Linnet frowned at her. “Why would you leave Sweetbriar and come here?”
Phetna understood immediately and grinned. “I’m an old, ugly woman, and he’s dead now, so I guess the sayin’ of it don’t matter none. I was in love with Slade Macalister, had been most of my life, and when he went north and married that…that woman, I thought I’d go crazy. I come west with him just hopin’ somethin’ would happen, and when it did and she left him to go back east, he still wouldn’t have me. I guess I was a sore loser. I run off with the first man’d have me and come here.”
“You live with your husband now?”
Phetna turned away and Linnet could see the white scars in her neck stand out and turn purple. “He died in the fire, but then it was him started it, a’purpose, when he drunk too much corn. He meant to kill me, burn the evil out of me, he said, but the wind caught the fire and he died and I didn’t. There have been times when I wished—”

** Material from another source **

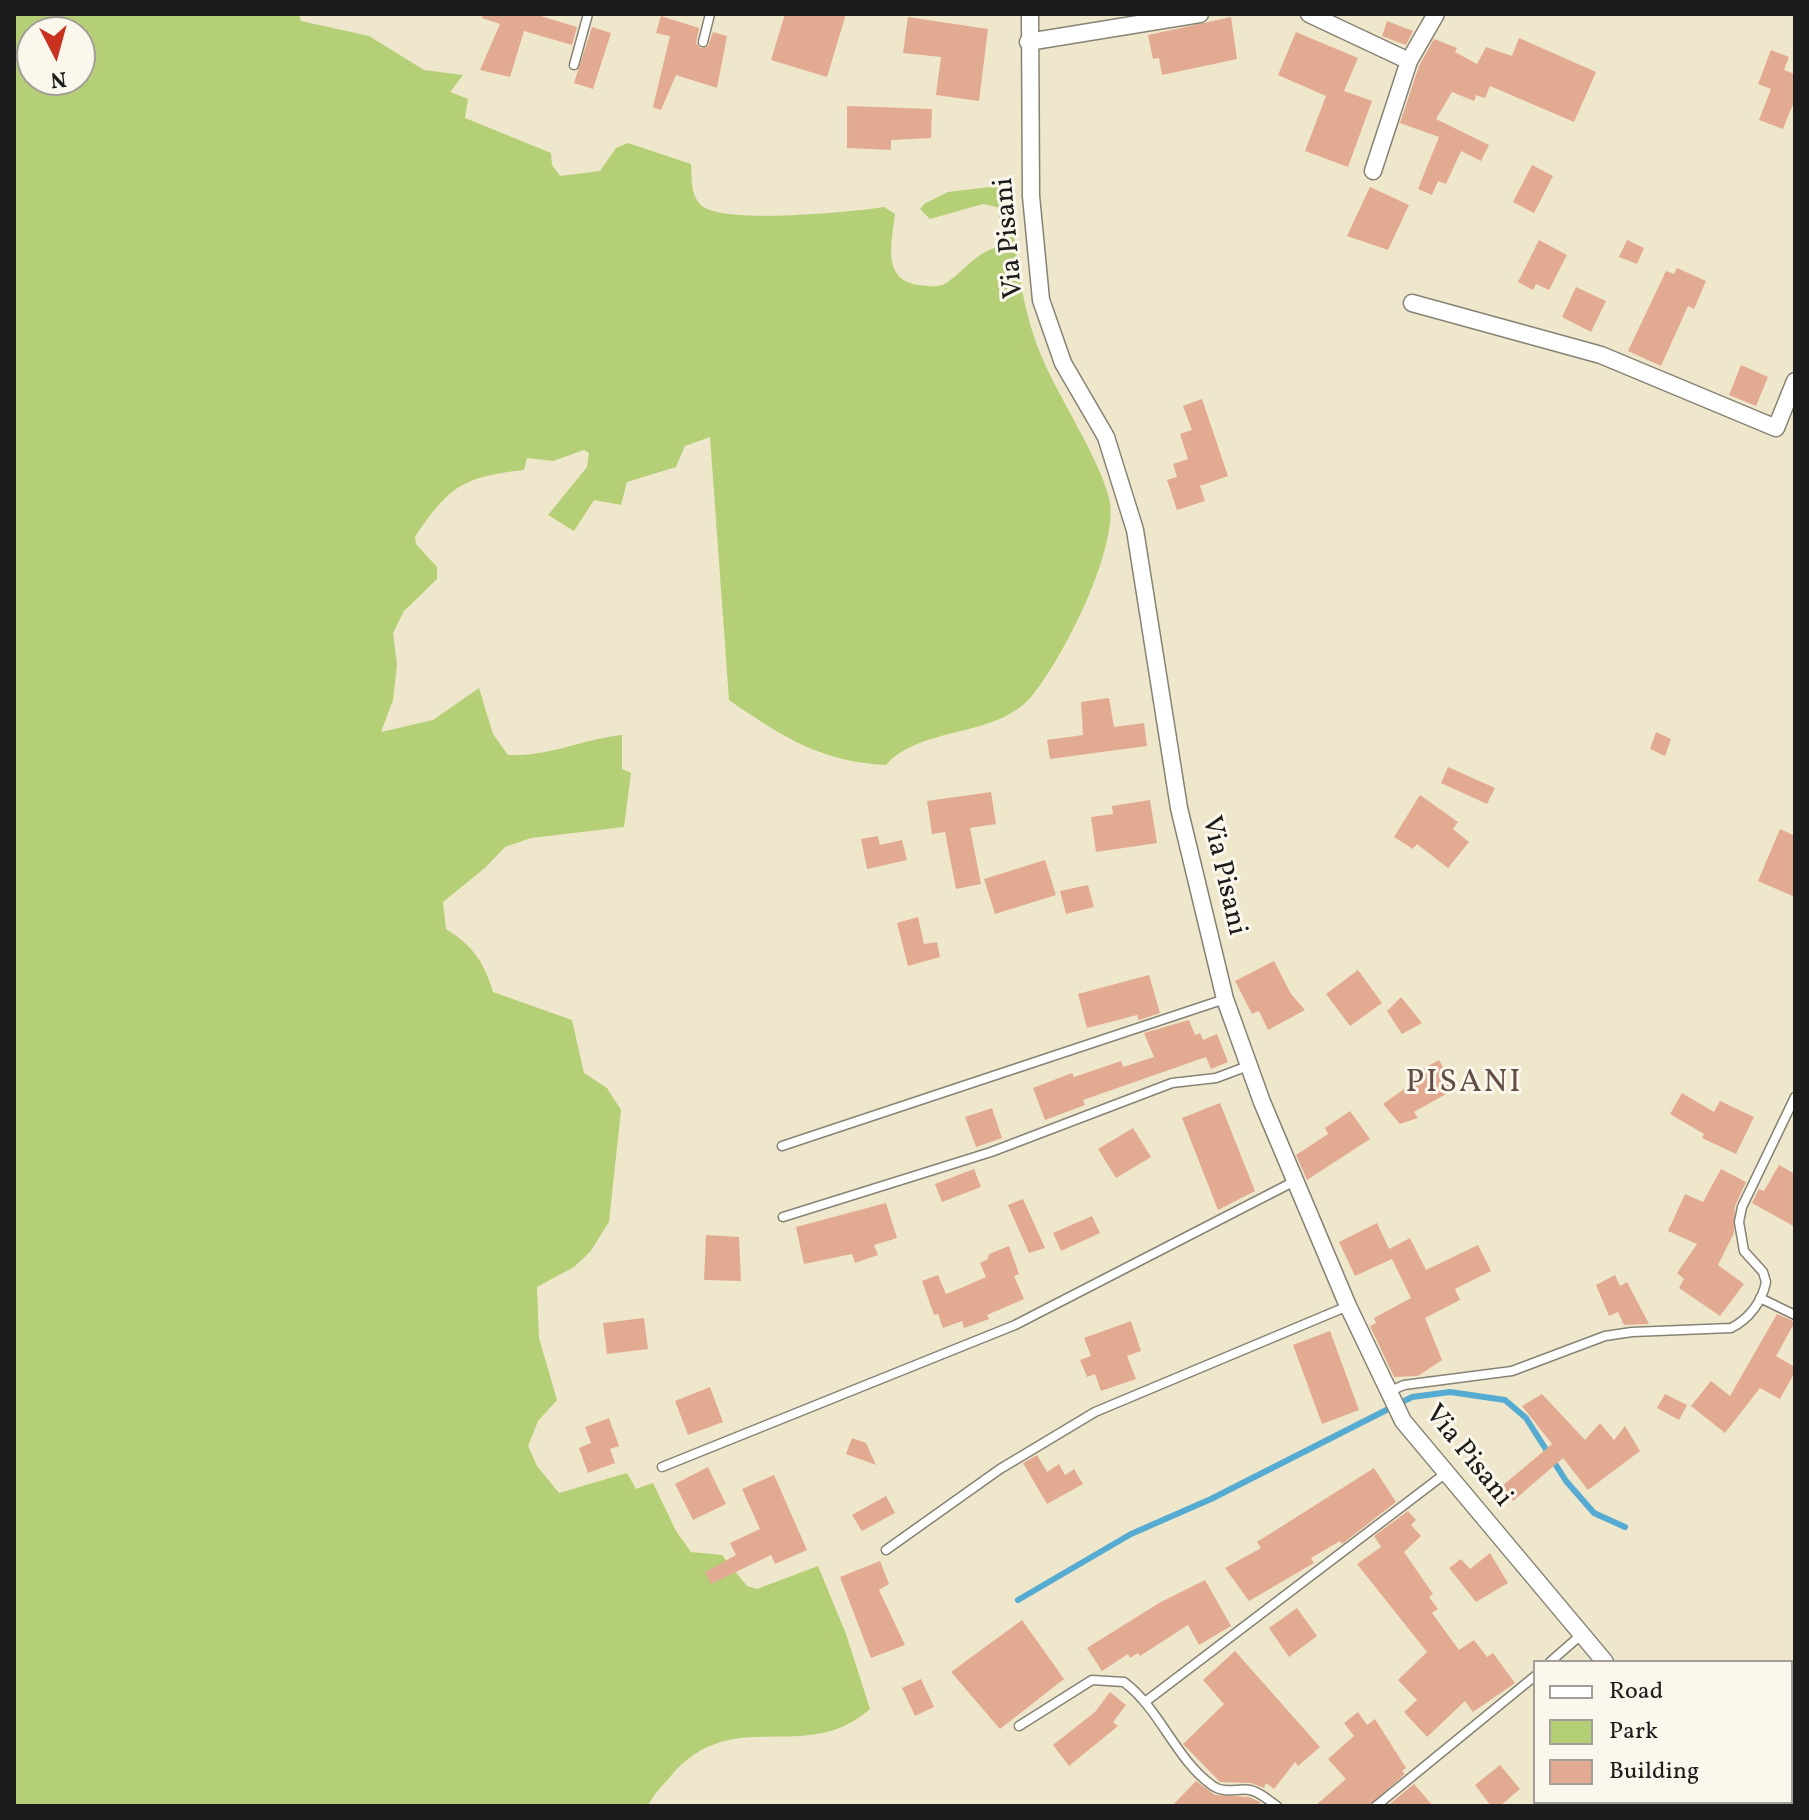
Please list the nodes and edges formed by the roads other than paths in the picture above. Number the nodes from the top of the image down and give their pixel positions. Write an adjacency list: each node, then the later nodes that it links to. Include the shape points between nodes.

“His back seems to be burned the worst.” Linnet cut into Phetna’s memories, guessing that they could lead her to a time best forgotten.
Phetna knelt by the bed and studied the burns. “They look bad but they could be worse. I’ve seen ’em burned all the way to the bone, the skin black and fallin’ off. There ain’t no hope for ’em then. You best get some sleep now. In the mornin’ he’s gonna need more washin’, and soon we’ll start to feed him.”